American Heritage® Dictionary of the English Language, Fourth Edition

  1. n. The state of being in leaf.
  2. n. Decoration with sculpted or painted foliage.
  3. n. Architecture Decoration of an opening with cusps and foils, as in Gothic tracery.
  4. n. The act, process, or product of forming metal into thin leaf or foil.
  5. n. The act or process of coating glass with metal foil.
  6. n. The process of numbering consecutively the leaves of a book or manuscript.
  7. n. The leaves so numbered.
  8. n. Geology The layered structure common to metamorphic rocks.

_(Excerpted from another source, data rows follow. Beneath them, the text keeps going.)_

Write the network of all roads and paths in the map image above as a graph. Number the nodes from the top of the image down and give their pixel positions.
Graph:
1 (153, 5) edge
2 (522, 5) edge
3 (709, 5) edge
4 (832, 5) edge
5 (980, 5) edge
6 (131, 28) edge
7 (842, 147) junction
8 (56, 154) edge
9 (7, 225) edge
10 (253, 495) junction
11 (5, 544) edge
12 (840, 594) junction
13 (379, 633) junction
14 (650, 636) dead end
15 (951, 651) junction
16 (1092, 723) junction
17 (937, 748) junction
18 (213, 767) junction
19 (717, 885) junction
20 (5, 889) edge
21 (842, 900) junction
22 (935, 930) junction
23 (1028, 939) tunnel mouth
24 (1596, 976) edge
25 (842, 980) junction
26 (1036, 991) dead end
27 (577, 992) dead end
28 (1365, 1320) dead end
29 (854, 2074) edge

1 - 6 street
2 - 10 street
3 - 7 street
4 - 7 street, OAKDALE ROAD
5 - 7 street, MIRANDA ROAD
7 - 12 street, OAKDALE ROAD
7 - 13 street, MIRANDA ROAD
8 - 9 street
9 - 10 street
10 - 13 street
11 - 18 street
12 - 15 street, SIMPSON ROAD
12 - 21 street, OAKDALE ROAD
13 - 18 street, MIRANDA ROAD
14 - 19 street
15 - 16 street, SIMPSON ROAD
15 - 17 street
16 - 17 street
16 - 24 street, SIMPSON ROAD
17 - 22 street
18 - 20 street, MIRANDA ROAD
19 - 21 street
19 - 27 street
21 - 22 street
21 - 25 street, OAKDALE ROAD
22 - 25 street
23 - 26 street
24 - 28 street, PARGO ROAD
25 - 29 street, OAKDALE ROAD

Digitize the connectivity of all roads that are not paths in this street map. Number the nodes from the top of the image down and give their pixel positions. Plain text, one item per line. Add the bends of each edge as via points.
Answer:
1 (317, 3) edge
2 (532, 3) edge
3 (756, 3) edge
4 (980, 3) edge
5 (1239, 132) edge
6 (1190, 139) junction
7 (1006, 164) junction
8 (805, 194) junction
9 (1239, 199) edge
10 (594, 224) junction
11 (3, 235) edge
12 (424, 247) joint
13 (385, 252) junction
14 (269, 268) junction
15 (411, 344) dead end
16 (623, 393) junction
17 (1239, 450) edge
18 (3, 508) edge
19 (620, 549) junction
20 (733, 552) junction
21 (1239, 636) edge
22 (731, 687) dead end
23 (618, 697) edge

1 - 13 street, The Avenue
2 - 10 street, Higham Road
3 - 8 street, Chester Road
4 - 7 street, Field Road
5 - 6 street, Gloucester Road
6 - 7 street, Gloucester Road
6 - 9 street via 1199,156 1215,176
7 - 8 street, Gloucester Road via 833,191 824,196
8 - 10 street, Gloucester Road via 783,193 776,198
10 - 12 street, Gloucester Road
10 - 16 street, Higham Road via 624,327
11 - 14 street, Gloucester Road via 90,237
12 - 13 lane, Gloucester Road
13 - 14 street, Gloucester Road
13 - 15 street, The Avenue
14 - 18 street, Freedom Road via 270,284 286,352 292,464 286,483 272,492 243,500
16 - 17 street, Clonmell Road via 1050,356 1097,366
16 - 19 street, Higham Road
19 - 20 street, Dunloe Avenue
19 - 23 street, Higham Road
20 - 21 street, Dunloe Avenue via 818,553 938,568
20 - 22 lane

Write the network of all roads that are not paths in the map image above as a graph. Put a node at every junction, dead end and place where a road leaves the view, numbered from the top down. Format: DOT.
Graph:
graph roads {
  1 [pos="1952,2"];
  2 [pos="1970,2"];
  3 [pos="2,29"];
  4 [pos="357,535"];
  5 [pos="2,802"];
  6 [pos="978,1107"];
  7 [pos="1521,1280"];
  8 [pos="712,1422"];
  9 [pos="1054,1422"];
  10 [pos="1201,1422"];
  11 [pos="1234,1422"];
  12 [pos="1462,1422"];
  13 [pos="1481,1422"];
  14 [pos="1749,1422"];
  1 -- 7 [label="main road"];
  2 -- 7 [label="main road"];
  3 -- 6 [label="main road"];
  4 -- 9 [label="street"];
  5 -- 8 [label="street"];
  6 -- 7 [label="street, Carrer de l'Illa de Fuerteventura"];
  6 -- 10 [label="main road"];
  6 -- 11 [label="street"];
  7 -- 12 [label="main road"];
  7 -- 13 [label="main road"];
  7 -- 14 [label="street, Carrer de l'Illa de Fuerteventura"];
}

Century Dictionary and Cyclopedia

  1. n. The leafing of plants; vernation; the disposition of the nascent leaves within the bud; also, leafage; foliage.
  2. n. A leaf or scale.
  3. n. The act of beating a metal into a thin plate, leaf, or foil.
  4. n. The act or operation of spreading foil over the surface of a piece of glass to form a mirror.
  5. n. The state of being foliaceous or foliated.
  6. n. In geology, an arrangement of the constituent minerals of a rock in thinly lamellar or often scale-like forms, the result of which is that the mass splits easily in a certain definite direction. Foliation may be congenital with the formation of the rock itself, or posterior to it: in the latter case the epithet foliated indicates a structure not essentially different from that more generally designated as schistose. The relations of foliation to cleavage are somewhat obscure. The essential difference between them appears to be that cleavage is rarely well developed except in fine-grained, argillaceous rock, which by its effects is usually rendered capable of almost indefinite subdivision in one direction, while foliation separates the rock into bands sometimes quite distinct from each other in mineral character, these bands being also not infrequently more or less irregular in thickness and rather lenticular in form. By some geologists it is thought that in foliation a more advanced stage of metamorphism has been reached than that indicated by cleavage; but it is also highly probable that the original lithological and structural character of the mass had much to do with bringing about the observed differences. See schist and schistose.
  7. n. In architecture, enrichment with ornamental cusps or groups of cusps, as in the tracery of medieval windows; foils collectively; feathering.
  8. n. Arrangement by leaves; specifically, a numbering of the leaves of a book instead of the pages.

Wiktionary

  1. n. The process of forming into a leaf or leaves.
  2. n. The manner in which the young leaves are disposed within the bud.
  3. n. The act of beating a metal into a thin plate, leaf, foil, or lamina.
  4. n. The act of coating with an amalgam of tin foil and quicksilver, as in making looking-glasses.
  5. n. The enrichment of an opening by means of foils, arranged in trefoils, quatrefoils, etc.; also, one of the ornaments.
  6. n. The property, possessed by some crystalline rocks, of dividing into plates or slabs, which is due to the cleavage structure of one of the constituents, as mica or hornblende. It may sometimes include slaty structure or cleavage, though the latter is usually independent of any mineral constituent, and transverse to the bedding, it having been produced by pressure.
  7. n. topology A set of submanifolds of a given manifold, each of which is of lower dimension than it, but which, taken together, are coextensive with it.

GNU Webster's 1913

  1. n. The process of forming into a leaf or leaves.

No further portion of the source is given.